Monday, May 27, 2013

The remaining time sinks

Counting Digits

We unrolled digitsIn' before; perhaps we could use another shot. Add another couple of lines for base^8 and the cost centers change:

COST CENTRE            MODULE                %time %alloc

solve                  Main                   39.5   56.0
nDigitYs               Main                   11.2    8.6
fromList.(...)         SemilatticeSearchTree   8.2    9.1
tenToThe               Main                    7.9    0.0
justOnes.pair          Main                    4.2    3.1
justOnes               Main                    3.7    6.4
digitsIn.digitsIn'     Main                    3.0    4.1
floorSqrt.floorSqrt'.y Main                    2.8    1.9
meet                   SemilatticeSearchTree   2.3    0.0
satisfy                SemilatticeSearchTree   2.1    0.0
fromList               SemilatticeSearchTree   1.9    0.2
digitsIn               Main                    1.6    0.1
findFirst              SemilatticeSearchTree   1.2    0.0
choices                Main                    0.7    2.9
mkBranch               SemilatticeSearchTree   0.7    1.1
yTree                  Main                    0.5    1.4
meet                   SemilatticeSearchTree   0.5    1.2


Not shabby. It's down from 11.5% of the time to 3%, and 7.6% of allocations to 4.1%. If we were hard core, we'd go ahead and do specific base 10 and base 2 versions and avoid recalculating the powers of the base, but there are bigger fish to fry, especially the elephant in the room (metaphor blender set to purée!), solve.

I/O Bound?

So here's that outer layer, courtesy of jagd:

solve i num = do
    [a, b] <- getLine >>= return . map read . words
    putStrLn $ "Case #" ++ show i ++ ": " ++ (show $ numXs a b)
    if i < num
       then solve (i+1) num
       else return ()


main = do
   num <- getLine >>= return.read
   solve 1 num


The input is reminiscent of the old days of FORTRAN 66 where, rather than trying to detect end of file, you'd start your input card deck with a card that told your code how many more cards there were to read.

We've moved from generating and testing a huge list of palindromes to the point that the above code takes two fifths of the CPU time and does nearly three fifths of the trips to the heap. What is this doing to take so much time with an input of just 1,001 lines comprising a little over 160K of data?

Once I thought it was the repeated walks to concatenate up a String to feed to putStrLn, so I broke the one putStrLn down into three putStr calls and a putStrLn, but it made no difference that I could see, so I suspect it's the input.
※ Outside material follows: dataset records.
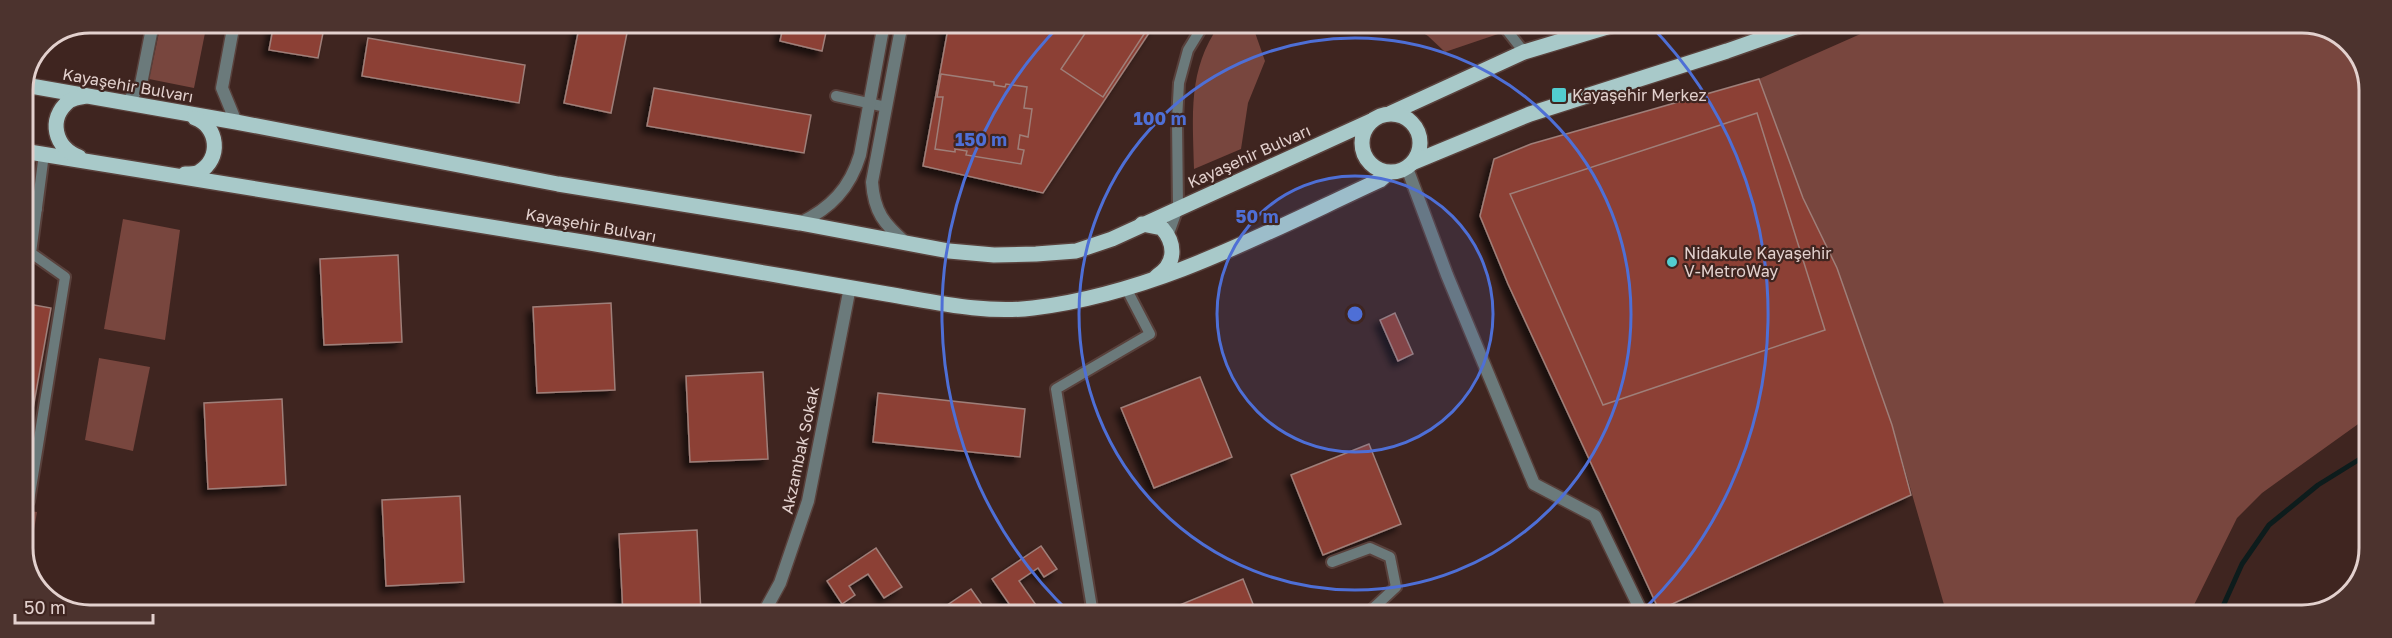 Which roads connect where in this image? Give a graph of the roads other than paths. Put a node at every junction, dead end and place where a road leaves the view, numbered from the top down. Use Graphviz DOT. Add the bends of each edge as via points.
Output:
graph roads {
  1 [pos="151,33"];
  2 [pos="232,33"];
  3 [pos="882,33"];
  4 [pos="900,33"];
  5 [pos="1198,33"];
  6 [pos="1509,33"];
  7 [pos="1587,33"];
  8 [pos="1778,33"];
  9 [pos="1524,52"];
  10 [pos="33,86"];
  11 [pos="89,95"];
  12 [pos="836,96"];
  13 [pos="127,103"];
  14 [pos="870,104"];
  15 [pos="886,107"];
  16 [pos="1391,113"];
  17 [pos="186,114"];
  18 [pos="1371,121"];
  19 [pos="236,122"];
  20 [pos="33,152"];
  21 [pos="44,154"];
  22 [pos="86,160"];
  23 [pos="1411,165"];
  24 [pos="1388,173"];
  25 [pos="179,175"];
  26 [pos="33,208"];
  27 [pos="1178,208"];
  28 [pos="36,209"];
  29 [pos="800,223"];
  30 [pos="33,224"];
  31 [pos="1142,224"];
  32 [pos="1168,236"];
  33 [pos="907,243"];
  34 [pos="33,257"];
  35 [pos="1152,279"];
  36 [pos="850,287"];
  37 [pos="1126,288"];
  38 [pos="33,476"];
  39 [pos="1332,562"];
  40 [pos="768,605"];
  41 [pos="1092,605"];
  42 [pos="1377,605"];
  43 [pos="1638,605"];
  1 -- 13 [label="street" via="141,84"];
  2 -- 19 [label="street" via="222,88"];
  3 -- 14 [label="street"];
  4 -- 15 [label="street"];
  5 -- 27 [label="lane" via="1188,50 1179,83"];
  6 -- 9 [label="lane"];
  7 -- 9 [label="main road, Kayaşehir Bulvarı"];
  8 -- 23 [label="main road, Kayaşehir Bulvarı" via="1530,114"];
  9 -- 16 [label="main road, Kayaşehir Bulvarı"];
  10 -- 11 [label="main road, Kayaşehir Bulvarı"];
  11 -- 13 [label="main road, Kayaşehir Bulvarı"];
  11 -- 22 [label="main road" via="70,100 57,116 56,136 67,153"];
  12 -- 14 [label="lane"];
  13 -- 17 [label="main road, Kayaşehir Bulvarı"];
  14 -- 15 [label="lane"];
  14 -- 29 [label="street" via="855,172 836,200"];
  15 -- 33 [label="street" via="872,182 873,196 879,214"];
  16 -- 18 [label="main road, Kayaşehir Bulvarı"];
  16 -- 23 [label="main road" via="1408,119 1419,134 1419,153"];
  17 -- 19 [label="main road, Kayaşehir Bulvarı"];
  17 -- 25 [label="main road" via="204,121 215,139 214,148 212,158 198,172"];
  18 -- 24 [label="main road" via="1362,135 1364,156 1378,170"];
  18 -- 27 [label="main road, Kayaşehir Bulvarı"];
  19 -- 29 [label="main road, Kayaşehir Bulvarı" via="558,184"];
  20 -- 21 [label="main road, Kayaşehir Bulvarı"];
  21 -- 22 [label="main road, Kayaşehir Bulvarı"];
  21 -- 28 [label="lane"];
  22 -- 25 [label="main road, Kayaşehir Bulvarı"];
  23 -- 24 [label="main road, Kayaşehir Bulvarı"];
  23 -- 43 [label="street" via="1447,275 1534,484 1595,516"];
  24 -- 35 [label="main road, Kayaşehir Bulvarı" via="1360,190 1196,264"];
  25 -- 36 [label="main road, Kayaşehir Bulvarı"];
  26 -- 28 [label="lane"];
  27 -- 31 [label="main road, Kayaşehir Bulvarı"];
  27 -- 32 [label="lane"];
  28 -- 30 [label="lane"];
  29 -- 33 [label="main road, Kayaşehir Bulvarı"];
  31 -- 32 [label="main road" via="1162,228"];
  31 -- 33 [label="main road, Kayaşehir Bulvarı" via="1076,251 985,254"];
  32 -- 35 [label="main road, Kayaşehir Bulvarı" via="1172,244 1170,263"];
  34 -- 38 [label="lane" via="65,277"];
  35 -- 37 [label="main road, Kayaşehir Bulvarı"];
  36 -- 37 [label="main road, Kayaşehir Bulvarı" via="999,310 1031,308"];
  36 -- 40 [label="street, Akzambak Sokak" via="808,501 780,583"];
  37 -- 41 [label="lane" via="1150,334 1056,390"];
  39 -- 42 [label="lane" via="1370,548 1390,557 1396,587"];
}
I've heard that one issue is the use of String, a synonym for [Char], and that there's a ByteString type that carries less overhead... but that doesn't suggest anything, except maybe trying to ask for the flavor of getLine that hands back a ByteString. I'll investigate that, and also take a look at how some of the other posted solutions read and parse the input, to see what I can learn. It bugs the heck out of me to think that I'm spending that much time and taking so many trips to the well to read such a dinky file.

UPDATE: Out of idle curiosity, I ran the first large input file, 10,000 ranges bounded above by 1014. time output:

real    0m0.300s
user    0m0.288s
sys     0m0.008s


The profiler output shows solve taking not quite three fourths of the time and doing 90% of the allocation! There's got to be a better way.